Ему мало-помалу надоел тесный домашний круг; угождения матери стали докучны,
а Антон Иваныч опротивел; надоел и труд, и природа не пленяла его.
Он сиживал молчаливо у окна и уже равнодушно глядел на отцовские липы,
с досадой слушал плеск озера. Он начал размышлять о причине этой новой тоски
и открыл, что ему было скучно - по Петербургу?! Удалясь от минувшего, он
начал жалеть о нем. Кровь еще кипела в нем, сердце билось, душа и тело
просили деятельности... Опять задача. Боже мой! он чуть не заплакал от этого
открытия. Он думал, что эта скука пройдет, что он приживется в деревне,
привыкнет, - нет: чем дольше он жил там, тем сердце пуще ныло и опять
просилось в омут, теперь уже знакомый ему.
Он помирился с прошедшим: оно стало ему мило. Ненависть, мрачный
взгляд, угрюмость, нелюдимость смягчились уединением, размышлением. Минувшее
предстало ему в очищенном свете, и сама изменница Наденька - чуть не в
лучах. "И что я здесь делаю? - с досадой говорил он, - за что вяну? Зачем
гаснут мои дарования? Почему мне не блистать там своим трудом?.. Теперь я
стал рассудительнее. Чем дядюшка лучше меня? Разве я не могу отыскать себе
дороги? Ну, не удалось до сих пор, не за свое брался - что ж? опомнился
теперь: пора, пора! Но как огорчит мой отъезд матушку! А между тем
необходимо ехать; нельзя же погибнуть здесь! Там тот и другой - все вышли в
люди... А моя карьера, а фортуна?.. я только один отстал... да за что же?

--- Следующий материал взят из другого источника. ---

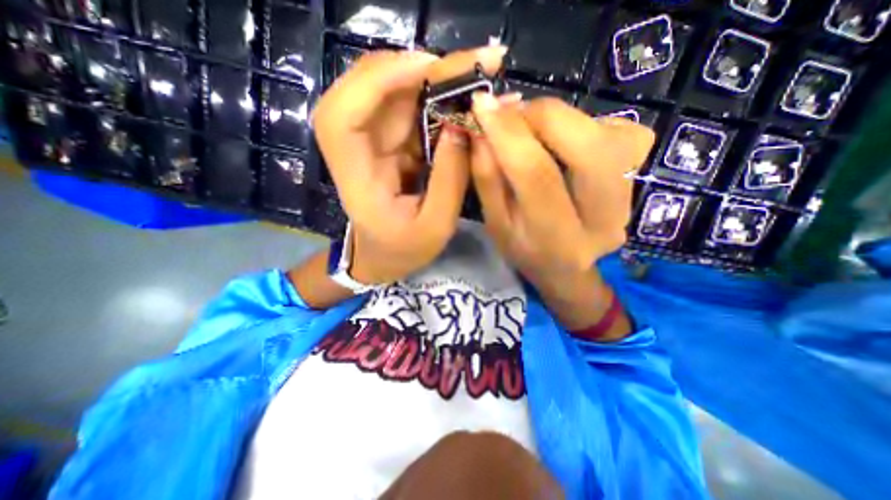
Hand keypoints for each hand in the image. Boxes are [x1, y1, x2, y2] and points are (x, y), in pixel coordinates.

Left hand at [312, 48, 507, 285]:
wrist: (383, 256)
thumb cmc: (404, 250)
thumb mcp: (435, 227)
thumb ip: (450, 181)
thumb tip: (465, 127)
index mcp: (356, 178)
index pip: (343, 116)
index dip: (377, 82)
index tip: (426, 67)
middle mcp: (356, 149)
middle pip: (375, 91)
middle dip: (426, 70)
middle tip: (479, 63)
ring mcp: (372, 141)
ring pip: (396, 93)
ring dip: (437, 80)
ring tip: (480, 74)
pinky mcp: (388, 142)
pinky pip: (411, 109)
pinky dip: (439, 98)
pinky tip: (466, 96)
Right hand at [468, 95, 652, 286]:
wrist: (567, 267)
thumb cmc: (525, 250)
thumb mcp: (496, 223)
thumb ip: (488, 179)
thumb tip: (481, 130)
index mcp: (559, 240)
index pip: (538, 176)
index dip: (509, 134)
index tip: (482, 104)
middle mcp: (605, 218)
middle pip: (587, 147)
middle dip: (540, 116)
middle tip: (509, 115)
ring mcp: (631, 194)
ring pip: (605, 133)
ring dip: (559, 120)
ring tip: (532, 132)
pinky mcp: (640, 173)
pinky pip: (618, 130)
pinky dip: (582, 124)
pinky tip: (563, 143)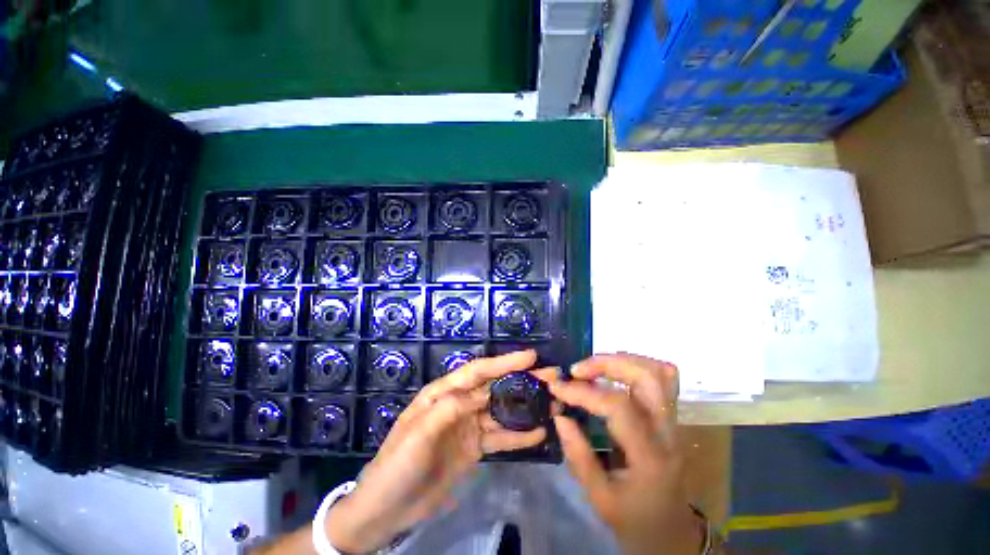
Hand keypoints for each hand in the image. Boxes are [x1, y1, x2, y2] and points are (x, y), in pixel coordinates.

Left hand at [325, 350, 550, 552]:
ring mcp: (468, 426)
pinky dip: (519, 436)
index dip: (504, 362)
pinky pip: (500, 438)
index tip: (531, 357)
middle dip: (522, 380)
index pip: (478, 371)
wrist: (387, 509)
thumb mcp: (418, 433)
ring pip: (501, 411)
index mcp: (443, 393)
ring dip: (526, 407)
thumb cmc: (397, 465)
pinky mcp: (474, 448)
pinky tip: (539, 433)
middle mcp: (459, 403)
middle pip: (495, 387)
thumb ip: (449, 409)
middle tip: (551, 376)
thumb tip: (482, 393)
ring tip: (553, 403)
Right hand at [548, 354, 700, 554]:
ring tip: (592, 368)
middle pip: (647, 376)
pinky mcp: (670, 417)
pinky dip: (634, 366)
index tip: (556, 388)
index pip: (618, 406)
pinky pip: (660, 378)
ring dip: (621, 360)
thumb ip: (578, 455)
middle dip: (607, 363)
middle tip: (577, 369)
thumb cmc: (635, 521)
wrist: (673, 534)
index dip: (583, 392)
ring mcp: (674, 422)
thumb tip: (559, 414)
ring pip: (658, 371)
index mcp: (651, 457)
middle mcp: (668, 432)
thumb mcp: (600, 499)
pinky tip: (613, 375)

да почему же?" Он метался от тоски и не знал, как сказать матери о намерении
ехать.
Но мать вскоре избавила его от этого труда: она умерла.
Вот, наконец, что писал он к дяде и тетке в Петербург.
К тетке:
"Перед моим отъездом из Петербурга вы, ma tante, со слезами на глазах
напутствовали меня драгоценными словами, которые врезались в моей памяти. Вы
сказали: "Если когда-нибудь мне нужна будет теплая дружба, искреннее
участие, то в вашем сердце всегда останется уголок для меня". Настала
минута, когда я понял всю цену этих слов. В правах, которые вы мне так
великодушно дали над вашим сердцем, заключается для меня залог мира, тишины,
утешения, спокойствия, может быть счастья всей моей жизни. Месяца три назад
скончалась матушка: больше не прибавлю ни слова. Вы по письмам ее знаете,
что она была для меня, и поймете, чего я лишился в ней... Я теперь бегу
отсюда навсегда. Но куда, одинокий странник, направил бы я путь свой, как не
в те места, где вы?.. Скажите одно слово: найду ли я в вас то, что оставил
года полтора назад? Не изгнали ли вы меня из памяти? Согласитесь ли вы на
скучную обязанность исцелить вашею дружбою, которая уже не раз спасала меня
от горя, новую и глубокую рану? Всю надежду возлагаю на вас и другую,
могучую союзницу - деятельность.
Вы удивляетесь - не правда ли? Вам странно слышать от меня это? читать
эти строки, писанные в покойном, не свойственном мне тоне? Не удивляйтесь и
не бойтесь моего возвращения: к вам приедет не сумасброд, не мечтатель, не
разочарованный, не провинциал, а просто человек, каких в Петербурге много и
каким бы давно мне пора быть. Предупредите особенно дядюшку на этот счет.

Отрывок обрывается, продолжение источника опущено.